INSTRUCTIONS FOR THE TASK:
Give back each line of the listing below that contains the string "Horácio".

MATERIAL SUPPLIED:
•••••
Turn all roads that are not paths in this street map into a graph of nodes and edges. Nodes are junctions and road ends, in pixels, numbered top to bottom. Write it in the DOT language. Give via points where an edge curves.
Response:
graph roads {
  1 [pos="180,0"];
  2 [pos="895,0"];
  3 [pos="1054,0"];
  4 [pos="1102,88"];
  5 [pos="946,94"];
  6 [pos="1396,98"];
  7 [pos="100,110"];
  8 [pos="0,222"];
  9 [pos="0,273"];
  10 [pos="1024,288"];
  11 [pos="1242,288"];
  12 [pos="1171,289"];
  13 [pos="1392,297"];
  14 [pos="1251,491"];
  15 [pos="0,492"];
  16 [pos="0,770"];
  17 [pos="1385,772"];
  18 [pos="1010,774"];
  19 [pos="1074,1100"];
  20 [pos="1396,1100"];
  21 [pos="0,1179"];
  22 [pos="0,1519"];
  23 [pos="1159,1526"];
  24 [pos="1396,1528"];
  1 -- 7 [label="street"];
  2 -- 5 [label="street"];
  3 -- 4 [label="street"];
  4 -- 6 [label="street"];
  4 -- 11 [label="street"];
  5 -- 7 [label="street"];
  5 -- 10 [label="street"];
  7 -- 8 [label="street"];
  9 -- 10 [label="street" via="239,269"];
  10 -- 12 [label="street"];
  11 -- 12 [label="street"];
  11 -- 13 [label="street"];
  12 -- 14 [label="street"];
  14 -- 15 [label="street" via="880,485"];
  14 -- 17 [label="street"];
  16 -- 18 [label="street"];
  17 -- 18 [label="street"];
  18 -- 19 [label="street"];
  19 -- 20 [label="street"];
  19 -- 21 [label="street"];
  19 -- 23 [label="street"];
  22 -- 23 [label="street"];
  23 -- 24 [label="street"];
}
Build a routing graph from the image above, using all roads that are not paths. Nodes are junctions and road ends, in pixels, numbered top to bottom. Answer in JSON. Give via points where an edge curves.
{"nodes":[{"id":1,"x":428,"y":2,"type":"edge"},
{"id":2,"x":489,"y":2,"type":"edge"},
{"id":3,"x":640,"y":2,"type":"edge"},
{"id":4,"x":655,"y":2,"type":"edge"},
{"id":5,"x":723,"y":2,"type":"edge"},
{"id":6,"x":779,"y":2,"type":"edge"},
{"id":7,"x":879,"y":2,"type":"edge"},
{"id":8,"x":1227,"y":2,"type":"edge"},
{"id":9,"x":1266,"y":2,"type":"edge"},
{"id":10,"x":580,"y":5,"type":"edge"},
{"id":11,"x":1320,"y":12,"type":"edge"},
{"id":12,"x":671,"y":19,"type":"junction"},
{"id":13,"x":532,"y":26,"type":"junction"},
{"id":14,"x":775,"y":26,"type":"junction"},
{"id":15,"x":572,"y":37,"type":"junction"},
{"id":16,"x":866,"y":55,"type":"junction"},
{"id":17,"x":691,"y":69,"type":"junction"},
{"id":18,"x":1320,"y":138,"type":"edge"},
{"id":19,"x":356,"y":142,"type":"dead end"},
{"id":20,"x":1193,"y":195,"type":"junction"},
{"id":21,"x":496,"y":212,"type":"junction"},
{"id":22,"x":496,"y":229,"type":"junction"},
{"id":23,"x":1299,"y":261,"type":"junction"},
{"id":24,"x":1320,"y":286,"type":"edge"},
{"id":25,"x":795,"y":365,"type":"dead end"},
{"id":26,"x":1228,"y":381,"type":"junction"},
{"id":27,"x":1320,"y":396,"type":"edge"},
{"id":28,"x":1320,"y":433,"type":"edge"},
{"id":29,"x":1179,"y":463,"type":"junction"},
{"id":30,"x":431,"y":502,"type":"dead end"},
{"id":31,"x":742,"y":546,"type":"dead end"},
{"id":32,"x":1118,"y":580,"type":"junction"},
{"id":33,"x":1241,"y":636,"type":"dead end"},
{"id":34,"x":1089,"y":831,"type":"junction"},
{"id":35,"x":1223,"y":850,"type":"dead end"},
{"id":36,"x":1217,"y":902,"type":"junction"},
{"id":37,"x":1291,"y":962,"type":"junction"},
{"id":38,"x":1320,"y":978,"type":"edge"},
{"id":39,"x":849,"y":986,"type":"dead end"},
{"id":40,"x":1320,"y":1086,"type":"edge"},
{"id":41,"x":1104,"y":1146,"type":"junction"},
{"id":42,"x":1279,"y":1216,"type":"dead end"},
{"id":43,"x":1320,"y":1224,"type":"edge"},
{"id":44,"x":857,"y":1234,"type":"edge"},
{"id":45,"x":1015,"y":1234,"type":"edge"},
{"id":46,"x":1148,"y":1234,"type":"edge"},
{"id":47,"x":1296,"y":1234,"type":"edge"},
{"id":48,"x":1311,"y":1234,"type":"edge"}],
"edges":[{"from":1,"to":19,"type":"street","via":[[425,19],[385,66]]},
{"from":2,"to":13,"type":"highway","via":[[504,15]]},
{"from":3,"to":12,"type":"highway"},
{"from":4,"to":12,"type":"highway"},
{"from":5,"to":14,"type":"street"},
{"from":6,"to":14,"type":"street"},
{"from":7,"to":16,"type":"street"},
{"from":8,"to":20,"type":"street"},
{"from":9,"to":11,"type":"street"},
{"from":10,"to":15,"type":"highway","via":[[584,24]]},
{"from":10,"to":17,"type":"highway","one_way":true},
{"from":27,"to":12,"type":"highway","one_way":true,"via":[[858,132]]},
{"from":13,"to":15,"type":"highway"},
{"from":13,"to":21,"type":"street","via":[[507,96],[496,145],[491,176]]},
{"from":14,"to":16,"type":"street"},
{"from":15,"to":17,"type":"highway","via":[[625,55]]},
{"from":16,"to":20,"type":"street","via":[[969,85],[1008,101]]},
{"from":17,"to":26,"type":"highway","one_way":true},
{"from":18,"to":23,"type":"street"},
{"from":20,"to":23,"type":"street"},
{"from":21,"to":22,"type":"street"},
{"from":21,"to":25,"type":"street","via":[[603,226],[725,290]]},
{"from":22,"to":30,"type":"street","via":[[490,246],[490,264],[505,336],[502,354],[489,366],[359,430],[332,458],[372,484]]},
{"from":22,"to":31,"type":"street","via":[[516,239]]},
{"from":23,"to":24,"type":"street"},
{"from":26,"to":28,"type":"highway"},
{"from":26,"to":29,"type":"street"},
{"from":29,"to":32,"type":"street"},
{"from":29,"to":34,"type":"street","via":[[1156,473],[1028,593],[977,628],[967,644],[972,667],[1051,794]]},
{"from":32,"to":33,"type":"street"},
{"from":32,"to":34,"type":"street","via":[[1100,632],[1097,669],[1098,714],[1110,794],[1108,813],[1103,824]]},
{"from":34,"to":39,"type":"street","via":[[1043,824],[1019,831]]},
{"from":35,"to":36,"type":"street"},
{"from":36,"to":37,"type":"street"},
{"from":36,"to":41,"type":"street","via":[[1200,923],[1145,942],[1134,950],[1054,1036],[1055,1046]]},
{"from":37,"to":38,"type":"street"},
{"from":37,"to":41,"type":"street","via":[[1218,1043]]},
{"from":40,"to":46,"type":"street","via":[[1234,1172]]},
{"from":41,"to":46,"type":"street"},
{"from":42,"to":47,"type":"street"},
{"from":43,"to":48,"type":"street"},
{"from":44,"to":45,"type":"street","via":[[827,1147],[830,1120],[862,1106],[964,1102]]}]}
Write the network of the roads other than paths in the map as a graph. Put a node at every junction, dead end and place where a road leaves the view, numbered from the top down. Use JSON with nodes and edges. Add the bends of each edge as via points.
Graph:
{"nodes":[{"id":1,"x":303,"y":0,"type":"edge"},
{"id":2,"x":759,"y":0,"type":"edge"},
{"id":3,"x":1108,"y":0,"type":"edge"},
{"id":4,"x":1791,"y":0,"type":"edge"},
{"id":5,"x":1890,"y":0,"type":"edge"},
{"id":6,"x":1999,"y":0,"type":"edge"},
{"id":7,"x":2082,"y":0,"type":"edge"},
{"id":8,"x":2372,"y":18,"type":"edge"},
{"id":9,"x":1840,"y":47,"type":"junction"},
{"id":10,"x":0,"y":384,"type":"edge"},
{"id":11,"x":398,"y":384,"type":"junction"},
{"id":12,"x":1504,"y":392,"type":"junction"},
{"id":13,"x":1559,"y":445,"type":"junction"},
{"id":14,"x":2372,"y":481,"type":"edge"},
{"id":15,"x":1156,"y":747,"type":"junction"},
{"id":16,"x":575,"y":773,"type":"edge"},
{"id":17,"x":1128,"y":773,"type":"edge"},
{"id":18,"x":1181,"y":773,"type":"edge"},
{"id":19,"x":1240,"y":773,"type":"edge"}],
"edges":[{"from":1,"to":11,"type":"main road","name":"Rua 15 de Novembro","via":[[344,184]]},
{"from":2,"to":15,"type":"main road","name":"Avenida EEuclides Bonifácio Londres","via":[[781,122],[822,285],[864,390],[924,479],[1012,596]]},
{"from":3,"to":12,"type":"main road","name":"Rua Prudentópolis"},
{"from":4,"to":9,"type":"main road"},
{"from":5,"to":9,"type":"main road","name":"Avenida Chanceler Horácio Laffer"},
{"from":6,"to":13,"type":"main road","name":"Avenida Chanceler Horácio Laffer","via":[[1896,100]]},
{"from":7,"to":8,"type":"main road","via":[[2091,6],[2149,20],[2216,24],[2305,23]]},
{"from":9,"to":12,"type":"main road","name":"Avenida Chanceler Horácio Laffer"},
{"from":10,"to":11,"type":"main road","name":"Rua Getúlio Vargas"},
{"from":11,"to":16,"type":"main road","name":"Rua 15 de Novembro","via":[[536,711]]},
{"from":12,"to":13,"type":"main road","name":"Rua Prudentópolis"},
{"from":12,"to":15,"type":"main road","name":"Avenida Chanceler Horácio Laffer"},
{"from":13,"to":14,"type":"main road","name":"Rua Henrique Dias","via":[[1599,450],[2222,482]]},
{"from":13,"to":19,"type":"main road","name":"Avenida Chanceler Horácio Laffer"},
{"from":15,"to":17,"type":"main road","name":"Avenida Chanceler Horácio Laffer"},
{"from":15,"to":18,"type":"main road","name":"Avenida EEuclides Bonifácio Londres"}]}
•••••
SOLUTION:
{"from":5,"to":9,"type":"main road","name":"Avenida Chanceler Horácio Laffer"},
{"from":6,"to":13,"type":"main road","name":"Avenida Chanceler Horácio Laffer","via":[[1896,100]]},
{"from":9,"to":12,"type":"main road","name":"Avenida Chanceler Horácio Laffer"},
{"from":12,"to":15,"type":"main road","name":"Avenida Chanceler Horácio Laffer"},
{"from":13,"to":19,"type":"main road","name":"Avenida Chanceler Horácio Laffer"},
{"from":15,"to":17,"type":"main road","name":"Avenida Chanceler Horácio Laffer"},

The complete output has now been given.